Roofing contractor pleads no longer guilty


A domestic development contractor from Saco pleaded no longer responsible Monday to manslaughter costs within the loss of life of a worker who fell from a Portland roof in December.
Shawn D. Purvis, the 44-12 months-antique owner of Purvis Home Improvement in Scarborough, turned into indicted in April on one count of manslaughter and one matter of administrative center manslaughter in the demise of Alan Loignon, 30, in step with court docket records. Loignon and Purvis are 1/2-brothers and have the same father, Purvis stated formerly.

Police said Loignon fell from the third-tale roof of a domestic on Munjoy Hill approximately 11:30 a.M. On Dec. Thirteen, and died at Maine Medical Center a quick time later. He changed into now not wearing a safety harness.


The case is probably only the second time prosecutors in Maine have sought costs under the place of job manslaughter statute, a subsection of manslaughter and incorporates the most penalty of five years in jail and a $five 000 nice.

The previous incident occurred in 1991 in York County. If Purvis is convicted at the manslaughter rate, a Class A legal, he faces as lots as 30 years in jail and a $50,000 exceptional.

Purvis will continue to be loose on non-public recognizance whilst expecting trial but will have to be booked and launched from the Cumberland County Jail before Friday.

His appearance earlier than Judge Thomas Warren in Cumberland County Unified Criminal Court lasted only some moments. Purvis spoke only to acknowledge the prices against him and go into his plea.

The state requested conditions of bail. However, through his attorney, Purvis agreed to 1 and reserved the proper to argue the others afterward.

Purvis agreed to turn over a listing of workers gift at task web sites that were active within the ultimate week and to list the area of upcoming process websites.

But Purvis’s attorney, Thomas Hallett, objected to other proposed conditions, including that Purvis reap and show he has worker’s reimbursement coverage and that he follow all regulations of the Occupational Safety and Health Administration.

Hallett and Assistant Attorney General Leanne Robbin agreed to order arguments over the one’s conditions until a later date.

Under federal workplace safety laws, employers are required to offer protection device which includes fall harnesses or make inns to save you falls, including installing temporary handrails, while workers are at heights above a positive threshold.

But Purvis argued that he isn’t a company and rather hires impartial subcontractors. While he encourages people to use the enormous safety gear he presents, he can not force them to conform. Purvis stated he has battled OSHA for a dozen years over this point and has refused to pay them more or less $ forty-four,000 in fines the safety organization has tried to levy in opposition to him.

“Every single day, I show up on the task website… and I tell them, please, be safe, the entirety you need is right here,” Purvis said in a previous interview. “I can’t sit there 24/7 and watch subcontractors. It’s both they’re going to put on (the safety equipment) or they received’t. It’s like carrying a seat belt; it’s either you do it, or you don’t.”

He brought later: “I can deliver the entirety to be OSHA approved; however, I can’t take a seat there and watch those men all day lengthy. That’s their process. They’re self-hired.”

But the Maine Department of Labor and a roofing industry organization say Purvis is incorrect.

Under federal OSHA suggestions, any contractor whose work is exposed to a drop of greater than 6 toes in which there may be no guardrail is required to make certain employees use fall protection, whether using non-public safety harnesses, capture nets, or other fall-arresting systems.

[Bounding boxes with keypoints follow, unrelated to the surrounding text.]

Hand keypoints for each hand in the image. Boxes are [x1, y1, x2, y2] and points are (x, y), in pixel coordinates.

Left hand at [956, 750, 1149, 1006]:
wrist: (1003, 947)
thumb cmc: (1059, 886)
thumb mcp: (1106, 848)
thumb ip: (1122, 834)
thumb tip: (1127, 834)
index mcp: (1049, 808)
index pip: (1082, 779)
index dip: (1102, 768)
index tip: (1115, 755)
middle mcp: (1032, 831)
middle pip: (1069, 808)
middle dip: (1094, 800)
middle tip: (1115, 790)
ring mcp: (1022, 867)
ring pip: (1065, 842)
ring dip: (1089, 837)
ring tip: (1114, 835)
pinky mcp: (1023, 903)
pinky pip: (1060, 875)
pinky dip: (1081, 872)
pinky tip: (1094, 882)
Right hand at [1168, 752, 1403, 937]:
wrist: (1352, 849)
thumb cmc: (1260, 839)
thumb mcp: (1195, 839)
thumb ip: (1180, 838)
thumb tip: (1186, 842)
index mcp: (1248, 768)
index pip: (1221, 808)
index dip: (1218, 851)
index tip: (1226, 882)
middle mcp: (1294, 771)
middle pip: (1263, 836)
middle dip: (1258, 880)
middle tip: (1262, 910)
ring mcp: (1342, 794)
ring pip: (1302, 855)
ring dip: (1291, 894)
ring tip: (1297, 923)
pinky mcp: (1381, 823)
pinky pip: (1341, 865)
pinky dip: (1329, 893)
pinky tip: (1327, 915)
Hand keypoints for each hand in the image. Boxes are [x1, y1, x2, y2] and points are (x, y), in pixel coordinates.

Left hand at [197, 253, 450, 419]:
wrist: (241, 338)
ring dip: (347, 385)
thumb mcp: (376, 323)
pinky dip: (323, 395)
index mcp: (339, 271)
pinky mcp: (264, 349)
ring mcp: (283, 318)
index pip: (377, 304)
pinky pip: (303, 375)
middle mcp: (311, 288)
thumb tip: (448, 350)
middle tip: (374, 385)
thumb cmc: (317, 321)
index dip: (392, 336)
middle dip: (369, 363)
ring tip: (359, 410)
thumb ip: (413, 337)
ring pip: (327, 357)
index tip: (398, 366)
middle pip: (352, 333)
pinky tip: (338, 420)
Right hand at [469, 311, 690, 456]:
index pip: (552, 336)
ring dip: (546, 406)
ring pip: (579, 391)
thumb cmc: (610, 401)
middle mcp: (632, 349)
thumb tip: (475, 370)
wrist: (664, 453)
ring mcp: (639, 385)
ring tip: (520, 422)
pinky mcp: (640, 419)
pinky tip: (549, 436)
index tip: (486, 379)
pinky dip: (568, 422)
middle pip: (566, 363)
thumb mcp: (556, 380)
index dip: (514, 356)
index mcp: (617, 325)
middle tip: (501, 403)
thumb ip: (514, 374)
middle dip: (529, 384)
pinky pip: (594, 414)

The National Roofing Legal Resource Center also advises its participants that although they classify their employees as subcontractors, the character or entity that controls a job website is still accountable to ensure workers on the process observe guidelines.

The administrative center manslaughter statute has been an impact in Maine, considering Sept. 30, 1989. The first prosecution, in 1991, came about in York County while a grand jury indicted a New Hampshire contracting company about the demise of a 23-year-antique guy who was beaten at the same time as crews have been overhauling the Route 1 bridge among Portsmouth and Kittery in 1989, consistent with the Associated Press.